Polypropylene thermoplastic material was selected for several reasons. “We needed a polymer that matched the temperature limits of natural fiber so that the fibers do not degrade during processing. Polypropylene has a low-melt profile in the 375 F region. It is also affordable and available in the target markets,” Hare notes.

At this stage of the project, D2H is evaluating production processes for the tuk-tuk chassis. “The main challenge is to manufacture the chassis simply and cheaply with conventional manufacturing processes to open supply options as much as possible,” says Hicks. “We’re looking at how might we quickly train partners in these geographic markets to produce parts to widen the scope of distribution.”

Possible production methods include extrusion and compression molding, the latter of which would allow for volumes in the tens of thousands with relatively low-cost tooling, says Hicks. “Eventually, should volumes reach hundreds of thousands, the process can easily transfer to injection molding,” he adds.

Some of the tooling for the chassis has been built, and WMG is ready to perform trial production. However, the COVID-19 pandemic has complicated this phase of the project.

The chassis design meets the L7e heavy quadricycle European Union vehicle classification, so it is exempt from crash test assessment, but the goal is to raise the bar for safety performance in its price sector, according to Hicks. Currently, the chassis is paired with proprietary suspension, brakes and steering from a current vehicle, with front-wheel drive, a front-mounted motor and battery packs stored between the rear wheels. The vehicle weight is 1,058 pounds. “We envision power and cooling sufficient for 12 hours of continuous use,” says Hicks.

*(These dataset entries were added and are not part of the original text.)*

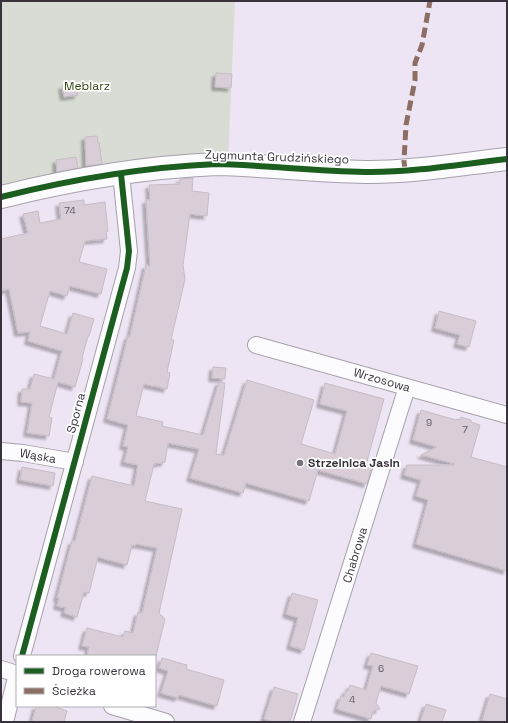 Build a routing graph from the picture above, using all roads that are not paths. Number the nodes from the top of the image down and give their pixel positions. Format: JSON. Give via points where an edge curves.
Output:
{"nodes":[{"id":1,"x":507,"y":159,"type":"edge"},
{"id":2,"x":121,"y":174,"type":"junction"},
{"id":3,"x":1,"y":197,"type":"edge"},
{"id":4,"x":256,"y":345,"type":"dead end"},
{"id":5,"x":407,"y":388,"type":"junction"},
{"id":6,"x":507,"y":415,"type":"edge"},
{"id":7,"x":1,"y":451,"type":"edge"},
{"id":8,"x":75,"y":462,"type":"junction"},
{"id":9,"x":22,"y":655,"type":"edge"},
{"id":10,"x":1,"y":669,"type":"edge"},
{"id":11,"x":16,"y":674,"type":"edge"},
{"id":12,"x":16,"y":678,"type":"edge"},
{"id":13,"x":115,"y":707,"type":"edge"},
{"id":14,"x":5,"y":722,"type":"edge"},
{"id":15,"x":166,"y":722,"type":"edge"},
{"id":16,"x":302,"y":722,"type":"edge"}],
"edges":[{"from":1,"to":2,"type":"street","name":"Zygmunta Grudzińskiego","via":[[373,172],[219,164]]},
{"from":2,"to":3,"type":"street","name":"Zygmunta Grudzińskiego"},
{"from":2,"to":8,"type":"street","name":"Sporna","via":[[128,263]]},
{"from":4,"to":5,"type":"street","name":"Wrzosowa"},
{"from":5,"to":6,"type":"street","name":"Wrzosowa"},
{"from":5,"to":16,"type":"street","name":"Chabrowa"},
{"from":7,"to":8,"type":"street","name":"Wąska"},
{"from":8,"to":9,"type":"street","name":"Sporna"},
{"from":10,"to":11,"type":"street"},
{"from":12,"to":14,"type":"street"},
{"from":13,"to":15,"type":"street"}]} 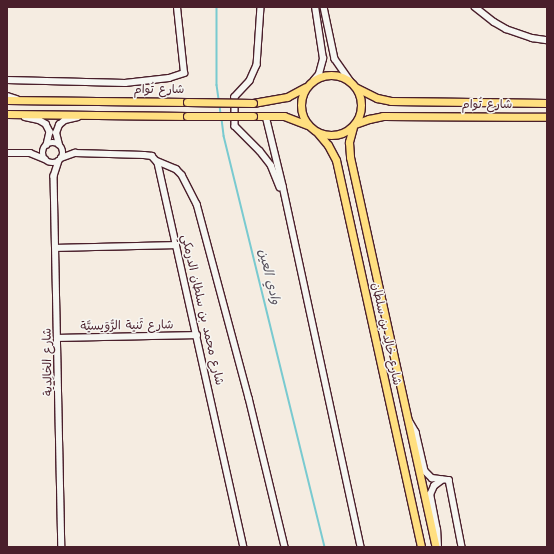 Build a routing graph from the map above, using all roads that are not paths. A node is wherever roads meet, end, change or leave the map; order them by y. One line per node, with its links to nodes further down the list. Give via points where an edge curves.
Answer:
1 (177, 7): 7 (street, via 184,73 169,78 125,83)
2 (261, 7): 32 (street, via 257,65 250,81 235,97 235,126 271,165)
3 (315, 7): 8 (street, via 323,59 319,74)
4 (324, 7): 9 (street, via 335,59)
5 (475, 7): 6 (street, via 506,29)
6 (547, 40)
7 (7, 80)
8 (314, 80): 9 (main road, via 321,76 337,75); 10 (main road)
9 (351, 82): 11 (main road)
10 (308, 86): 14 (main road, شارع تُوام, bridge, via 287,97 253,103); 20 (main road, via 301,106)
11 (357, 88): 15 (main road, شارع تُوام, via 377,98 391,101); 21 (main road, via 362,110)
12 (7, 96): 14 (street)
13 (7, 100): 14 (main road, شارع تُوام)
14 (21, 100)
15 (547, 103)
16 (10, 114): 17 (main road, شارع تُوام); 23 (street, via 35,118 46,124 50,132)
17 (89, 114): 18 (main road, شارع تُوام, bridge); 24 (street, via 62,122 56,133)
18 (266, 116): 20 (main road, شارع تُوام, via 292,118); 32 (street)
19 (547, 117): 21 (main road, شارع تُوام, via 383,116)
20 (308, 125): 22 (main road)
21 (354, 126): 22 (main road, via 336,136 326,136); 37 (main road, شارع خالِد بن سلطان, via 349,142 350,156)
22 (317, 132): 43 (main road, شارع خالِد بن سلطان, via 336,160)
23 (46, 145): 24 (street, via 54,143); 26 (street); 28 (street, via 43,151)
24 (60, 146): 27 (street); 29 (street, via 63,153)
25 (7, 153): 26 (street)
26 (30, 153): 28 (street)
27 (75, 153): 29 (street); 30 (street, via 148,155)
28 (46, 160): 29 (street); 31 (street, شارع الخالِدية)
29 (60, 160): 31 (street, شارع الخالِدية)
30 (157, 161): 33 (street, شارع محمد بن سلطان الدرمكي); 41 (street, via 182,174 197,204 249,398)
31 (54, 176): 34 (street, شارع الخالِدية)
32 (289, 214): 42 (street)
33 (176, 245): 34 (street); 35 (street, شارع محمد بن سلطان الدرمكي)
34 (56, 248): 36 (street, شارع الخالِدية)
35 (197, 335): 36 (street, شارع ثَنية الرُّوَيسيَّة); 40 (street, شارع محمد بن سلطان الدرمكي)
36 (58, 338): 39 (street, شارع الخالِدية)
37 (407, 418): 38 (street, via 416,432 425,471 432,478); 44 (main road, شارع خالِد بن سلطان)
38 (442, 480): 44 (street, via 434,486 430,495 437,530); 45 (street, via 449,480)
39 (62, 547)
40 (244, 547)
41 (285, 547)
42 (361, 547)
43 (421, 547)
44 (437, 547)
45 (462, 547)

For commercialization, Hicks says the company requires an industry partner such as a Tier 1 or OEM for the power train, energy storage and body panel development. In addition, to break into local markets such as India, D2H will seek domestic partners to fully understand local use and demand criteria.

For Coventive, the tuk-tuk provides an opportunity to showcase the jute fiber and polypropylene matrix. “It is interesting for us to see how others might use this material,” says Hare. The project could help Coventive to build relationships in India or Bangladesh, for example, for jute supply chain possibilities, then transfer its technology to those partners for licensing.

The goal now is to produce a running prototype as soon as possible. “There is nothing quite like having a vehicle to inspire potential partners,” says Hicks.